- downlad the files named in # data source and keep them in the project folder with .cpp and .h files.
- run the c++ file.
Note: These tsv files from idmb are quite large. Rather read the c++ code or see the data structure of IDMB tsv files and make your own tsv files/file entries.
- suppose each movie has a score, and score of the person is addition of scores of his movies. This is the basic logic (depth/indirection 1).
- now if we extend the logic.. the score of the preson is sum of scores of movies of people that participated in the movie with the person(depth/indirection 2).
- now a tree starts forming of movies and people, where root node being the perosn whose score we want to find for any given depth of the tree.

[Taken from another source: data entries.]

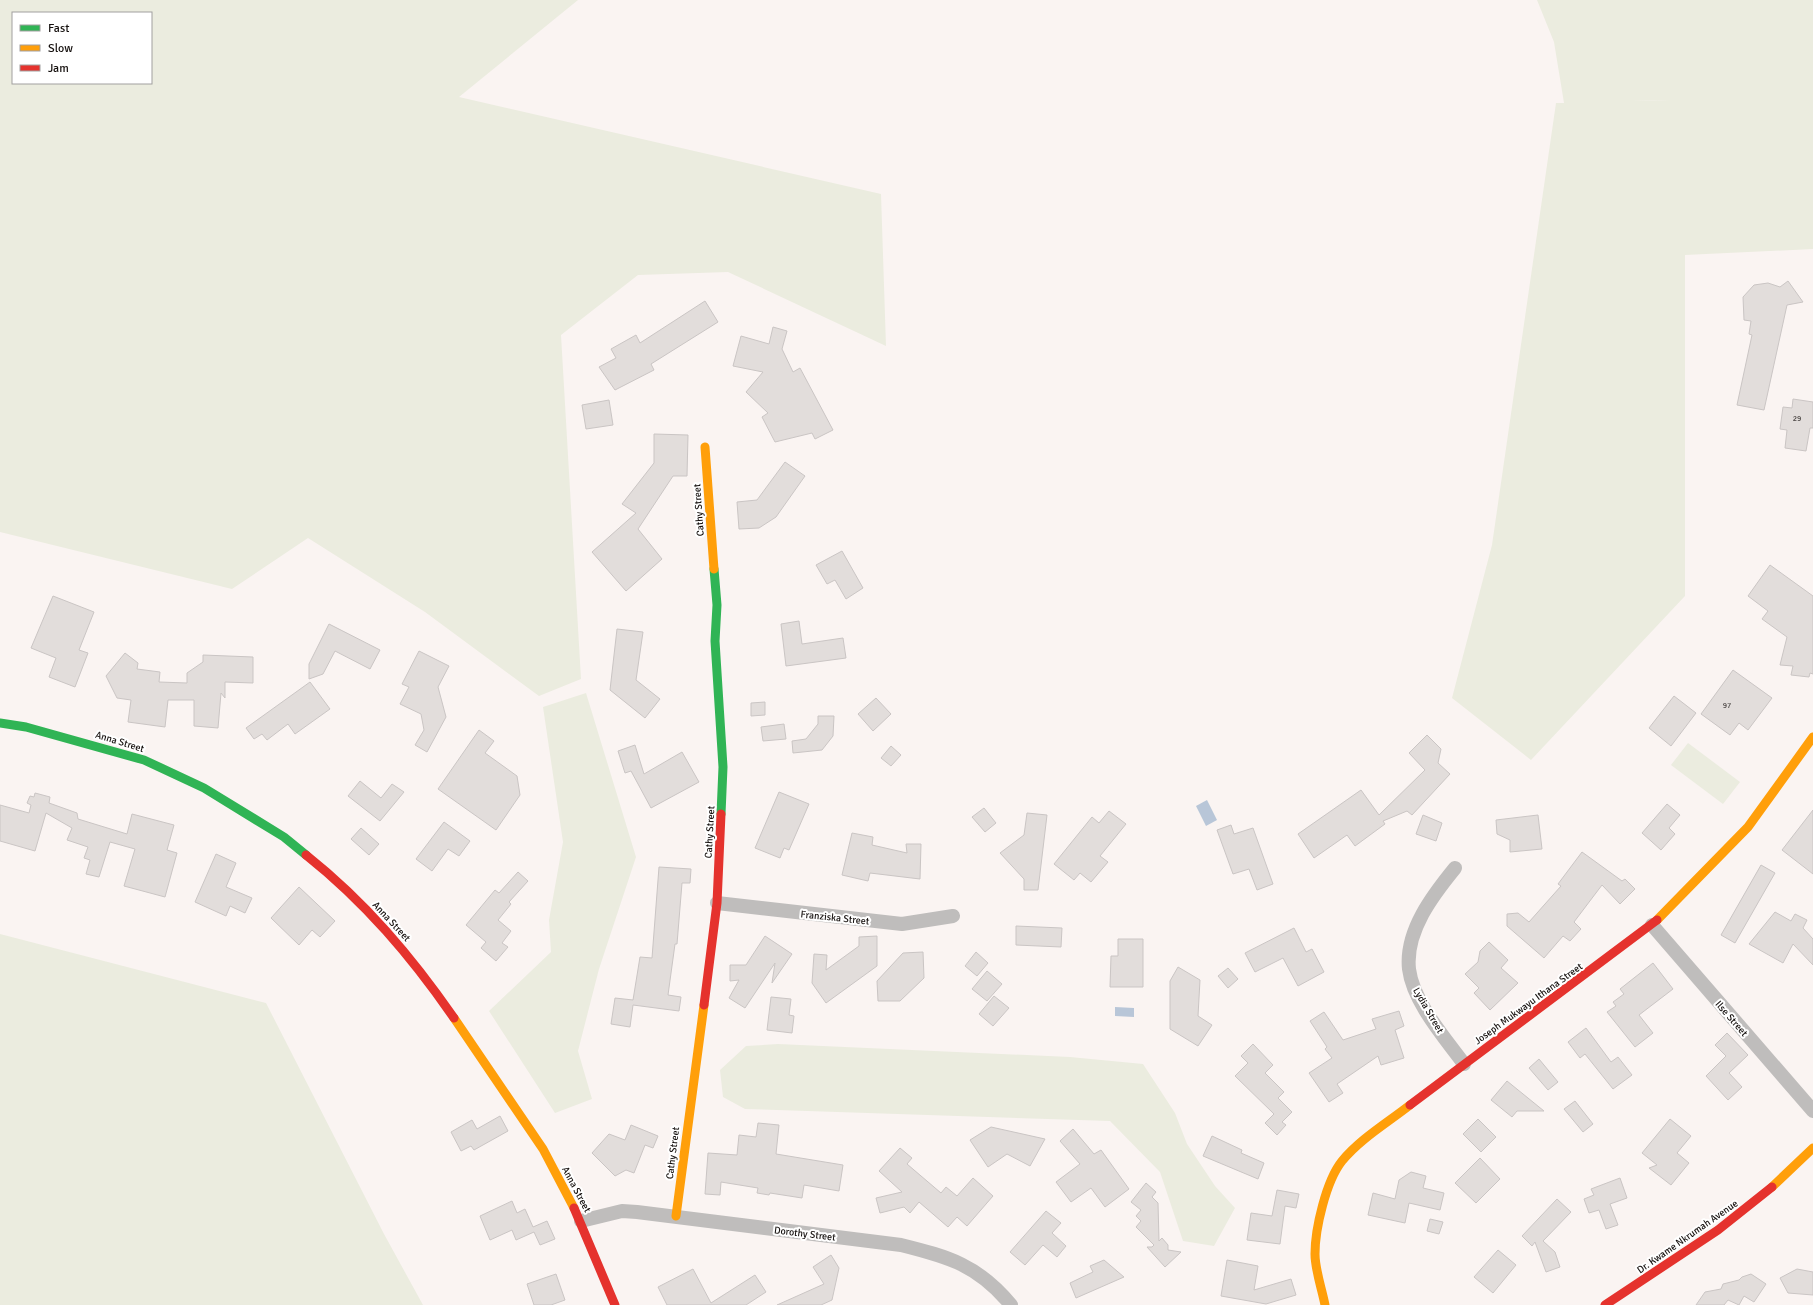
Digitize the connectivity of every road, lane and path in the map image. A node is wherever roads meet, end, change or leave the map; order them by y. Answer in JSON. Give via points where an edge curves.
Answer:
{"nodes":[{"id":1,"x":704,"y":447,"type":"dead end"},
{"id":2,"x":0,"y":723,"type":"edge"},
{"id":3,"x":1813,"y":737,"type":"edge"},
{"id":4,"x":1455,"y":868,"type":"dead end"},
{"id":5,"x":717,"y":903,"type":"junction"},
{"id":6,"x":953,"y":916,"type":"dead end"},
{"id":7,"x":1652,"y":925,"type":"junction"},
{"id":8,"x":1464,"y":1064,"type":"junction"},
{"id":9,"x":1813,"y":1111,"type":"edge"},
{"id":10,"x":1813,"y":1148,"type":"edge"},
{"id":11,"x":676,"y":1216,"type":"junction"},
{"id":12,"x":581,"y":1221,"type":"junction"},
{"id":13,"x":615,"y":1305,"type":"edge"},
{"id":14,"x":1011,"y":1305,"type":"edge"},
{"id":15,"x":1324,"y":1305,"type":"edge"},
{"id":16,"x":1605,"y":1305,"type":"edge"}],
"edges":[{"from":1,"to":5,"type":"street","name":"Cathy Street","via":[[716,605],[715,641],[724,767]]},
{"from":2,"to":12,"type":"street","name":"Anna Street","via":[[34,729],[144,760],[204,788],[284,837],[337,880],[388,931],[432,986],[543,1149]]},
{"from":3,"to":7,"type":"street","name":"Joseph Mukwayu Ithana Street","via":[[1748,827]]},
{"from":4,"to":8,"type":"street","name":"Lydia Street","via":[[1422,914],[1413,939],[1409,969],[1415,989],[1431,1018]]},
{"from":5,"to":6,"type":"street","name":"Franziska Street","via":[[902,924]]},
{"from":5,"to":11,"type":"street","name":"Cathy Street"},
{"from":7,"to":8,"type":"street","name":"Joseph Mukwayu Ithana Street"},
{"from":7,"to":9,"type":"street","name":"Ilse Street"},
{"from":8,"to":15,"type":"street","name":"Joseph Mukwayu Ithana Street","via":[[1364,1140],[1341,1162],[1328,1188],[1319,1220],[1315,1255]]},
{"from":10,"to":16,"type":"street","name":"Dr. Kwame Nkrumah Avenue","via":[[1768,1191],[1718,1230]]},
{"from":11,"to":12,"type":"street","name":"Dorothy Street","via":[[622,1211]]},
{"from":11,"to":14,"type":"street","name":"Dorothy Street","via":[[900,1245],[934,1253],[963,1264],[979,1274],[997,1288]]},
{"from":12,"to":13,"type":"street","name":"Anna Street"}]}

- the above can be easily achieved with BFS algorithm
- we have STL liabrary, wherin we can use vectors, maps, multimaps and iterators to iterate over them.
- fstream can be used to write to output file
- sstream can be used to break the strings into relevant data (Data Analysis)
- one can get below files from IDMB website (https://www.imdb.com/interfaces/)
- Four files are used:
-
name.tsv: information on each person: nconst, primaryName, birthyear,deathYear,primaryProfession, knownForTitles. nconst is the unique identifier. Some title do not have a birthYear, instead it is “\N”. When a person does not have a birthYear, the year 1900 is used.
-
title.tsv: information on each movie: tconst, titleType, primaryTitle, originalTitle, isAdult, startYear, endYear, runtimeMinutes, genres. tconst is the unique identifier. Some title do not have a startYear, instead it is “\N”. When a movie does not have a startYear, the year 2200 is used. Some genres can be empty, with the value “\N”.
-
principals.tsv: person and their role per title: tconst, ordering, nconst, category, job, characters. Per movie (tconst), per person(nconst) the category(actress-actor, director, producer, editor..) they had.
-
ratings.tsv: rating per movie: tconst, averageRating, numVotes
- Read readme.txt for more clear understanding.